• Data:

◇ ◇ ◇

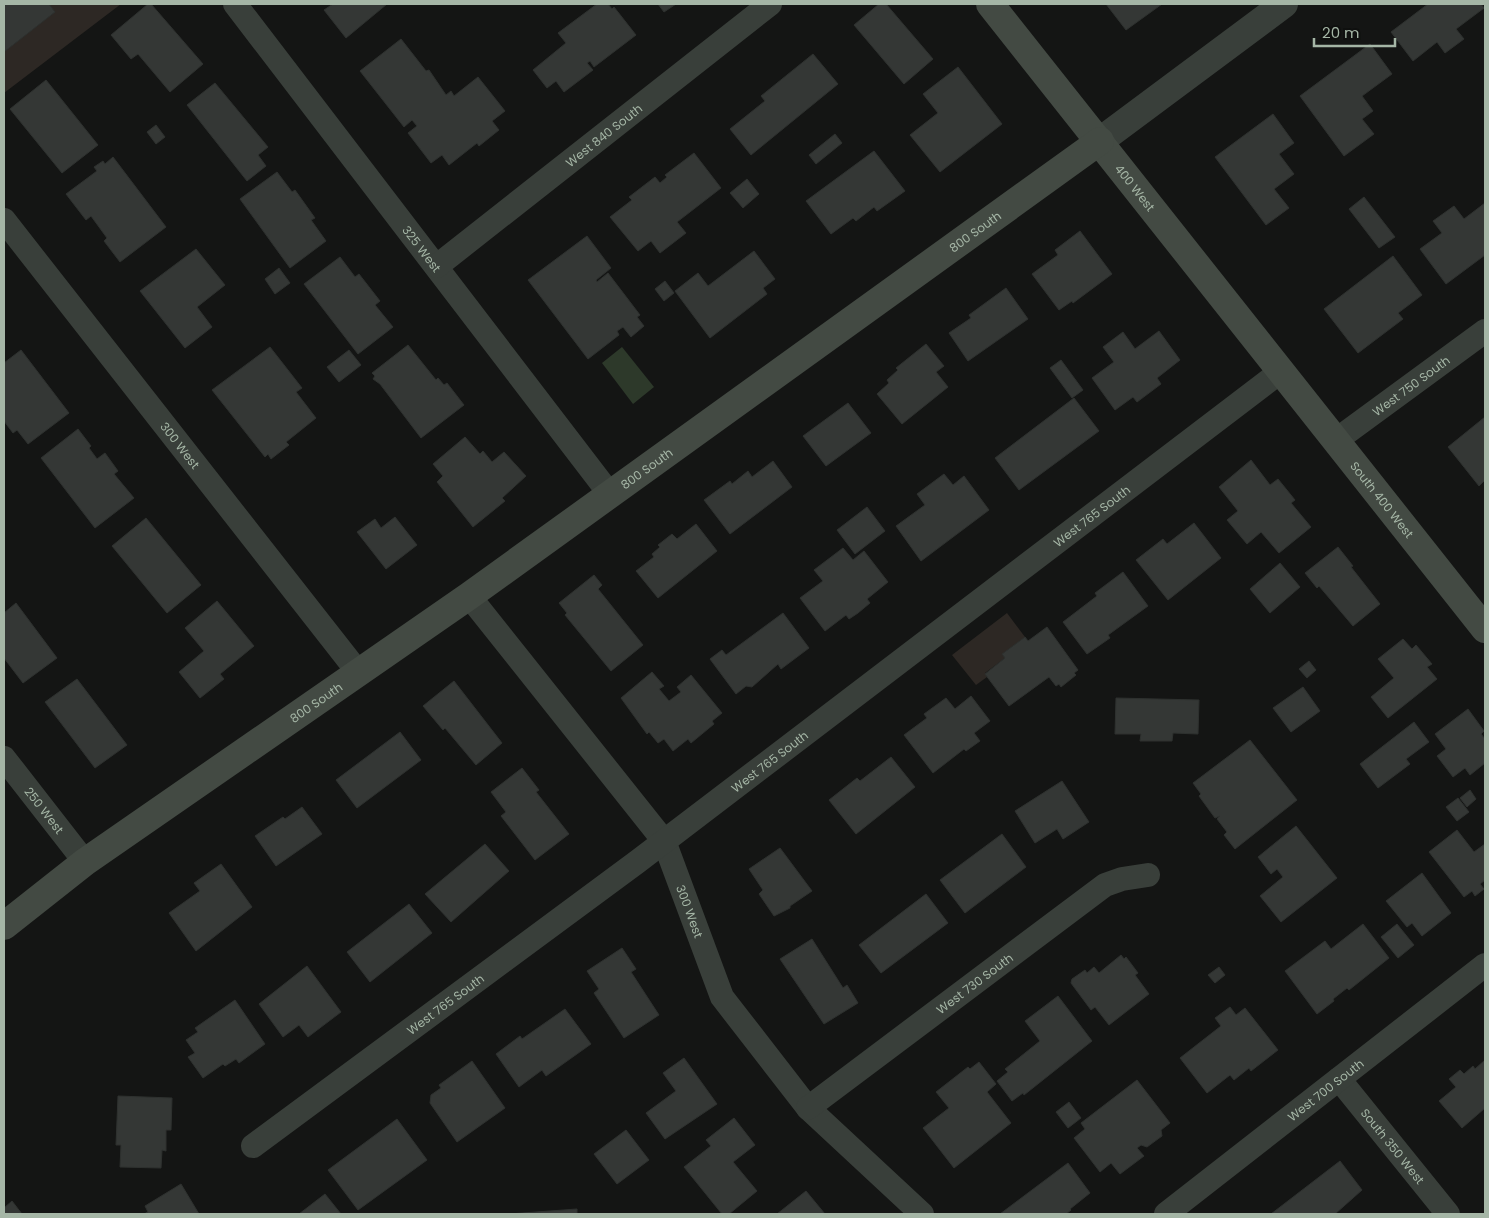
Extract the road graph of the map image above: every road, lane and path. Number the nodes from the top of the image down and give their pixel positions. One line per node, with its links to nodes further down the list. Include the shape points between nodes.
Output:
1 (235, 4): 7 (street, 325 West)
2 (770, 4): 7 (street, West 840 South)
3 (990, 4): 5 (main road, 400 West)
4 (1284, 4): 5 (street, 800 South)
5 (1100, 141): 9 (main road, 400 West); 11 (main road, 800 South)
6 (4, 220): 14 (street, 300 West)
7 (437, 266): 11 (street, 325 West)
8 (1485, 331): 10 (street, West 750 South)
9 (1280, 372): 10 (main road, South 400 West); 16 (street, West 765 South)
10 (1335, 441): 13 (main road, South 400 West)
11 (609, 494): 12 (main road, 800 South)
12 (468, 596): 14 (main road, 800 South); 16 (street, 300 West)
13 (1485, 629)
14 (358, 672): 17 (main road, 800 South)
15 (4, 758): 17 (street, 250 West)
16 (664, 841): 22 (street, 300 West, via 722,997); 23 (street, West 765 South)
17 (85, 862): 19 (main road, 800 South)
18 (1148, 875): 22 (street, West 730 South, via 1105,885)
19 (4, 926)
20 (1485, 965): 21 (street, West 700 South)
21 (1339, 1079): 25 (street, West 700 South); 26 (street, South 350 West)
22 (808, 1108): 24 (street, 300 West)
23 (253, 1146)
24 (922, 1214)
25 (1166, 1214)
26 (1448, 1214)

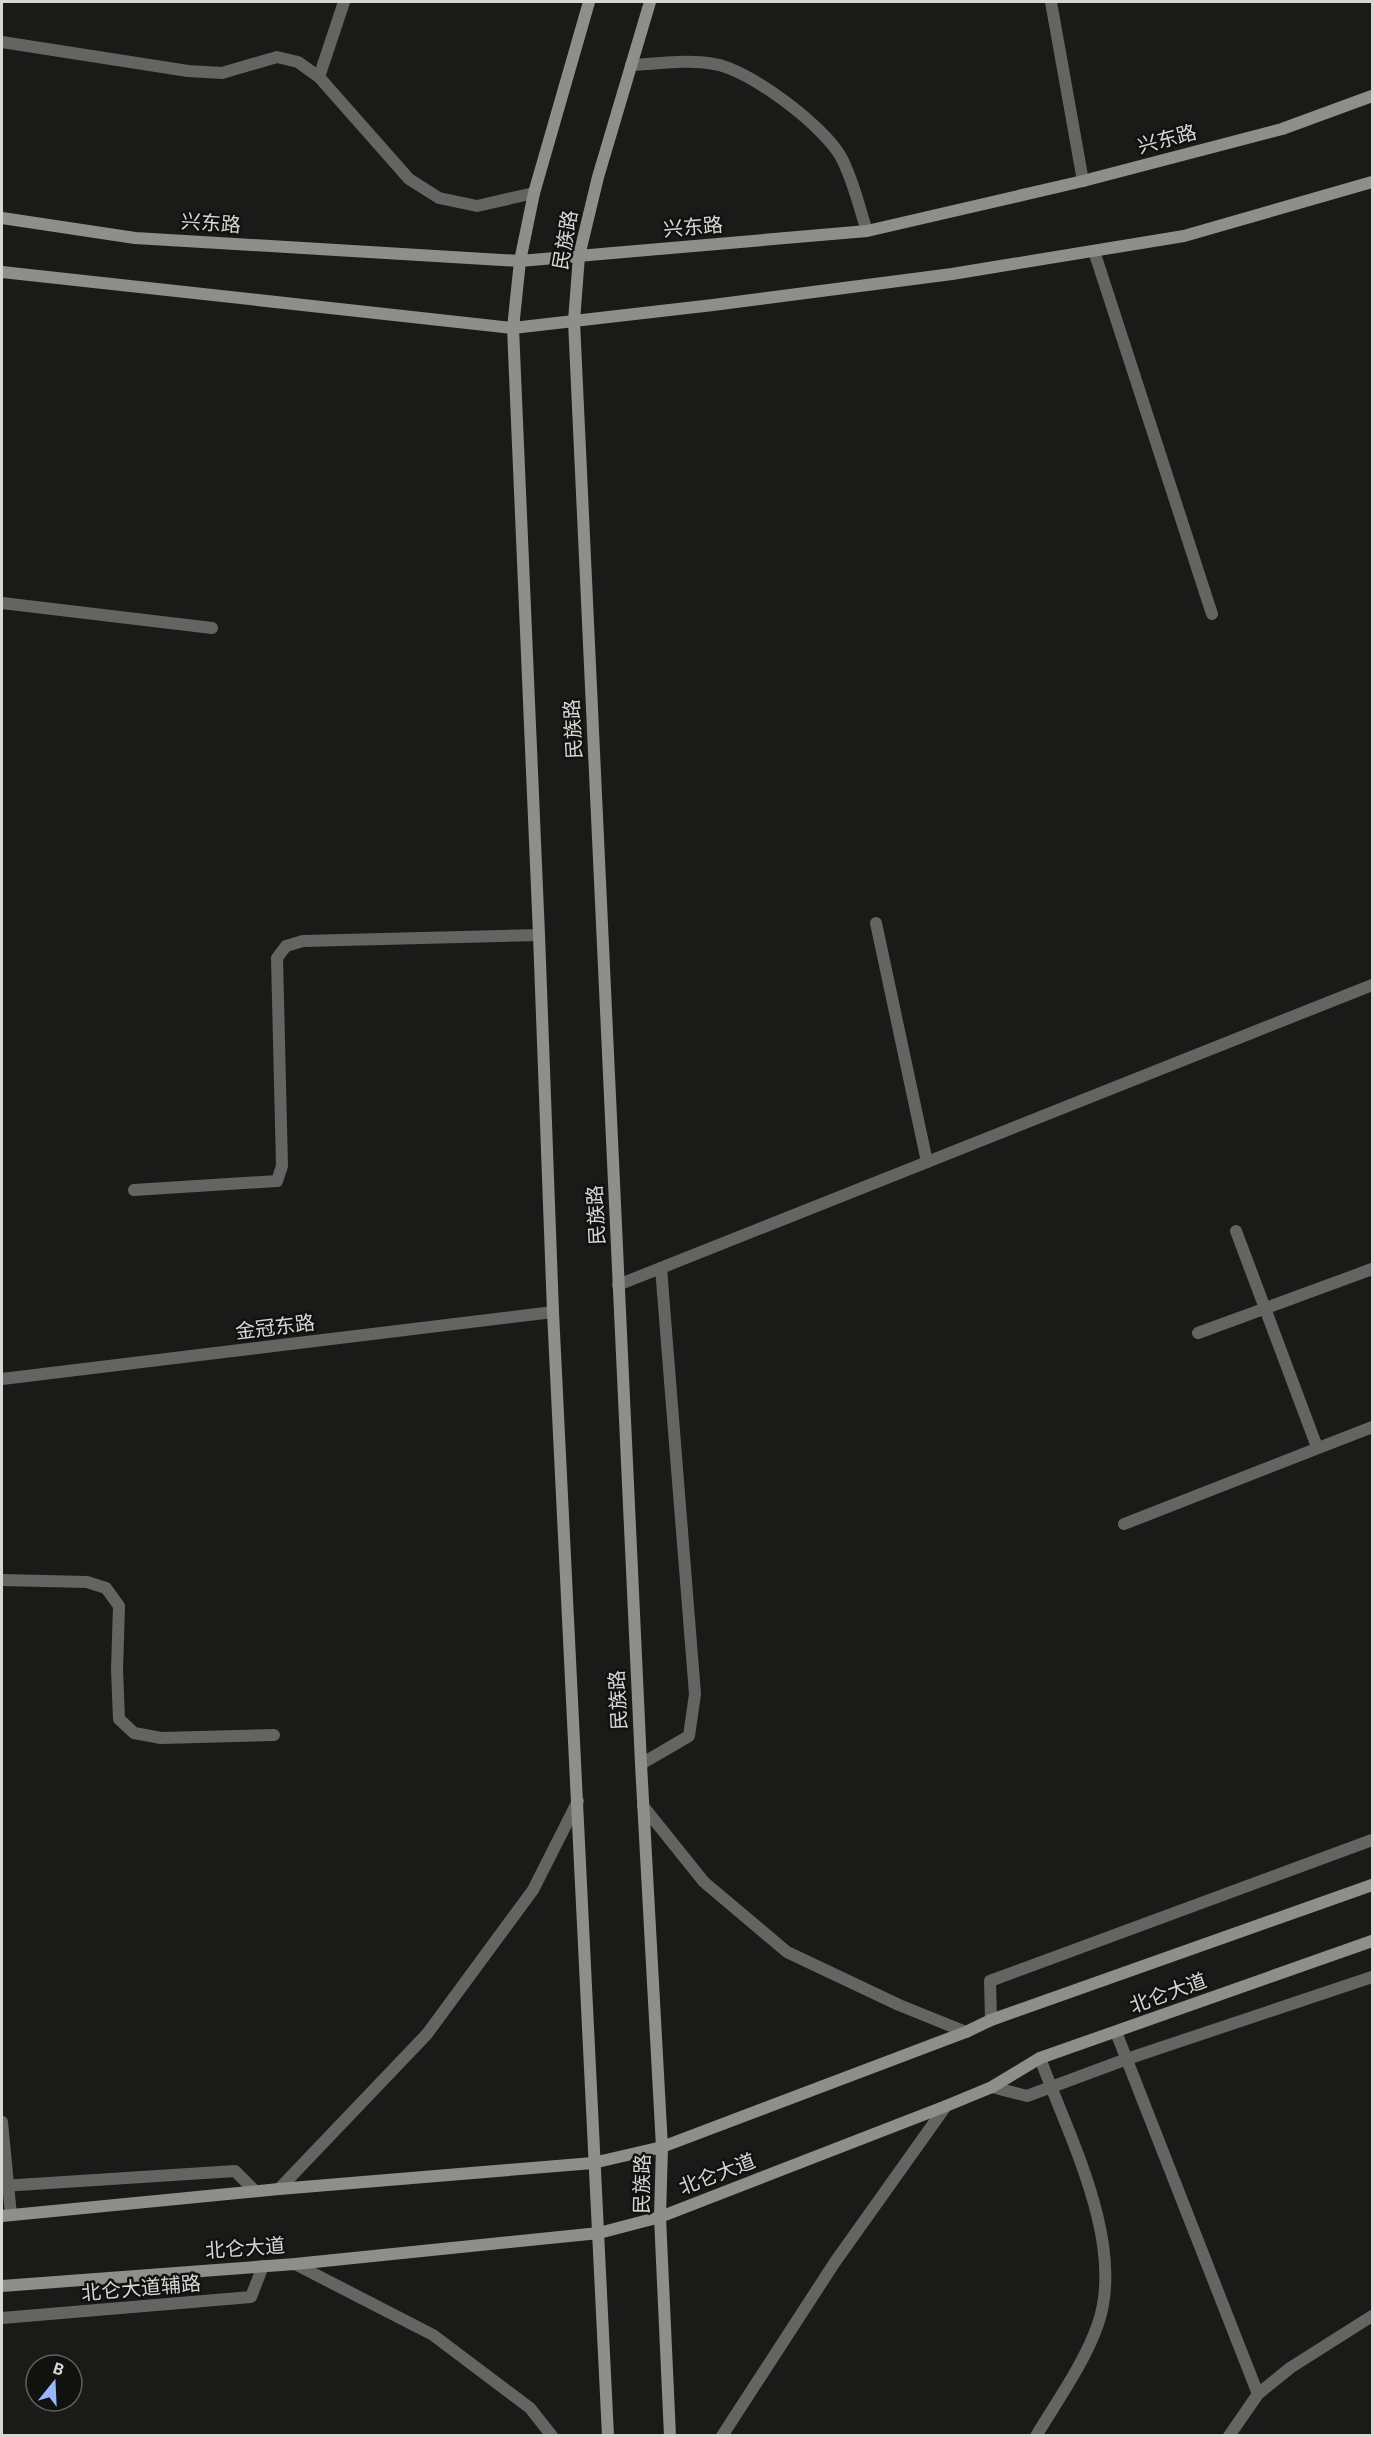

◇ ◇ ◇

• Problem to work on: Each record should be copied exactly, and each image left out.

• Written solution:
Extract the road graph of the map image above: every road, lane and path. Number the nodes from the top of the image down and give their pixel positions. One line per node, with its links to nodes further down the list. Include the shape points between nodes.
Output:
1 (235, 4): 7 (street, 325 West)
2 (770, 4): 7 (street, West 840 South)
3 (990, 4): 5 (main road, 400 West)
4 (1284, 4): 5 (street, 800 South)
5 (1100, 141): 9 (main road, 400 West); 11 (main road, 800 South)
6 (4, 220): 14 (street, 300 West)
7 (437, 266): 11 (street, 325 West)
8 (1485, 331): 10 (street, West 750 South)
9 (1280, 372): 10 (main road, South 400 West); 16 (street, West 765 South)
10 (1335, 441): 13 (main road, South 400 West)
11 (609, 494): 12 (main road, 800 South)
12 (468, 596): 14 (main road, 800 South); 16 (street, 300 West)
13 (1485, 629)
14 (358, 672): 17 (main road, 800 South)
15 (4, 758): 17 (street, 250 West)
16 (664, 841): 22 (street, 300 West, via 722,997); 23 (street, West 765 South)
17 (85, 862): 19 (main road, 800 South)
18 (1148, 875): 22 (street, West 730 South, via 1105,885)
19 (4, 926)
20 (1485, 965): 21 (street, West 700 South)
21 (1339, 1079): 25 (street, West 700 South); 26 (street, South 350 West)
22 (808, 1108): 24 (street, 300 West)
23 (253, 1146)
24 (922, 1214)
25 (1166, 1214)
26 (1448, 1214)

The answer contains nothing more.